GM: A Reassuring Charge Of Confidence
It was not just another Tuesday. Something revolutionary took place in the afternoon of August 11, 2009. The American consumer got justifiably and genuinely excited about a product from Detroit. The Chevrolet Volt, we are told, will perform at 230 miles to the gallon, city driving. Finally…great and inspiring news from the Motor City in an era of extreme economic turmoil, declining industrial innovation, rapidly reducing oil supplies and global warming.
General Motors has, with this one stunning announcement, finally started down clear road to recovery, which previously looked bleak. The Volt may someday be considered “Phase II” of GM’s new life.
Clearly, cutting costs, laying off workers and surviving as a leaner company in the aftermath of 40 days of bankruptcy were not the clear earmarks we needed to instill the confidence consumers were waiting for. Just because U.S. taxpayers took bailout control of 60 percent of the enterprise was not the sign we needed for reassurance that the American car industry was going to actually get traction and move forward in the coming decades.
Would GM make it? Was it doomed to failure? Now we know. The company has a bright future, if it continues to be bold.
We have waited for, and doubted we would ever see, truly exciting news from GM. Sure, Chevrolet is earning the reputation of being the most “green” of GM’s remaining divisions, and the cars it produces are looking better and taking on a semblance and reputation of higher quality. But that is not enough. No one on Main Street believes that corporate reorganization and slick styling of the same old product with yesterday’s technology was the quick fix or magic cure for General Motors. Yes, there had been early reports about what the Volt might achieve, but we still doubted it was real or that we would ever actually get to drive such a mirage. No one really thought a car could get 230 mpg, except perhaps the nascent Tesla.

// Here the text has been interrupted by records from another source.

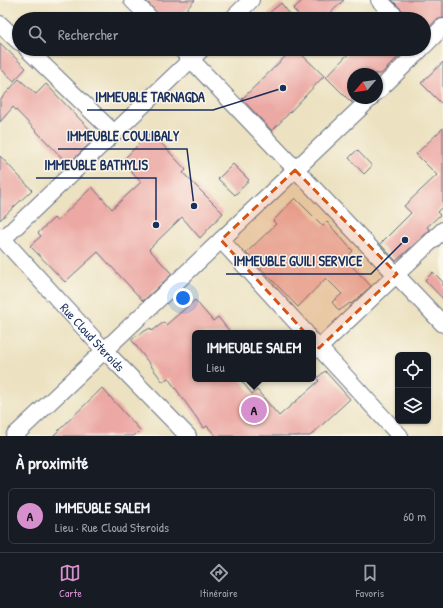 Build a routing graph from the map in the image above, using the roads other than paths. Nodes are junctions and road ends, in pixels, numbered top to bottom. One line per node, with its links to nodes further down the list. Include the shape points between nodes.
1 (132, 0): 4 (street)
2 (251, 0): 5 (street)
3 (379, 0): 6 (street)
4 (144, 12)
5 (239, 12)
6 (391, 12)
7 (0, 24): 9 (street)
8 (443, 27): 10 (street)
9 (12, 35)
10 (431, 38)
11 (34, 56): 17 (street)
12 (188, 56): 17 (street)
13 (194, 56): 18 (street)
14 (413, 56): 15 (street)
15 (383, 86)
16 (365, 104): 18 (street)
17 (114, 133): 20 (street)
18 (295, 170): 21 (street); 22 (street)
19 (443, 230): 22 (street)
20 (2, 238): 26 (street, Rue Cloud Steroids)
21 (221, 240): 24 (street); 26 (street)
22 (397, 274): 23 (street); 25 (street)
23 (443, 324)
24 (303, 330)
25 (316, 344): 29 (street)
26 (104, 350): 27 (street); 28 (street, Rue Cloud Steroids)
27 (14, 436)
28 (188, 436)
29 (400, 436)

Everyone who cares about the domestic vehicle manufacturers wanted a stunning moment. If the expectations about the 2011 Chevy Volt prove to be real, that defining point has arrived. It’s like we just landed on the moon in energy efficient automotive terms. According to GM Chief Executive Officer Fritz Henderson, “From the data we’ve seen, many Chevy Volt drivers may be able to be in pure electric mode on a daily basis without having to use any gas.” This is ground breaking, and it means so much more, because it is a Detroit product that is no longer a distant “concept car” for dreamers. Belive it, innovation is back at GM. We may finally escape antiquated 10-30 mpg city/highway technology with a practical answer that we can plug into ordinary electrical sockets and recharge for next day travel.
Needless to say, there are steep challenges to overcome. With the Volt efficiency announcement, the automaker had better actually deliver on the high fuel efficiency standard it proclaims for the vehicle, with quality. What’s more, it must find a way to reduce the cost of the Volt from the anticipated $40,000 per unit to a more affordable price point so the Little Guy, you and me, can afford this desperately needed technology. Ways must be found to charge cars not garaged with power outlets nearby. Continued emphasis on generating clean electrical power to keep the new cars moving is no small task either and will take much more than one company to figure out.
GM must also fend off the competition (Japan’s Nissan has announced the “Leaf” which will cost less and get even greater mileage at approximately 367 mpg, and will beat the Volt to the market with an introduction in late 2010 as opposed to the anticipated 2011 sale dates for the Chevy). Other car makers are on the trail…Honda, Toyota, and Ford. The competition will be in overdrive, but the barrier to better mileage appears to have been broken.
The reassurance, however, is that America is back in the game with GM’s announcement. Suddenly, taxpayers can feel a bit more comfortable being the collective micro-owners of GM, when just yesterday, it was no big deal and perceived as more of a burden on the budget deficit. The Volt may be the answer to the question…”What does the taxpayer get for his or her money?”
As the post “Great Recession” economy takes early form, the Volt has a chance to be the symbol of re-emergence for the most troubled of mega corporations. Our hopes are high that this “game-changer” proclaimed by Mr. Henderson is an indication of a cleaner, more efficient, and thrilling automotive future and a re-birth of GM as a leader in transportation technology.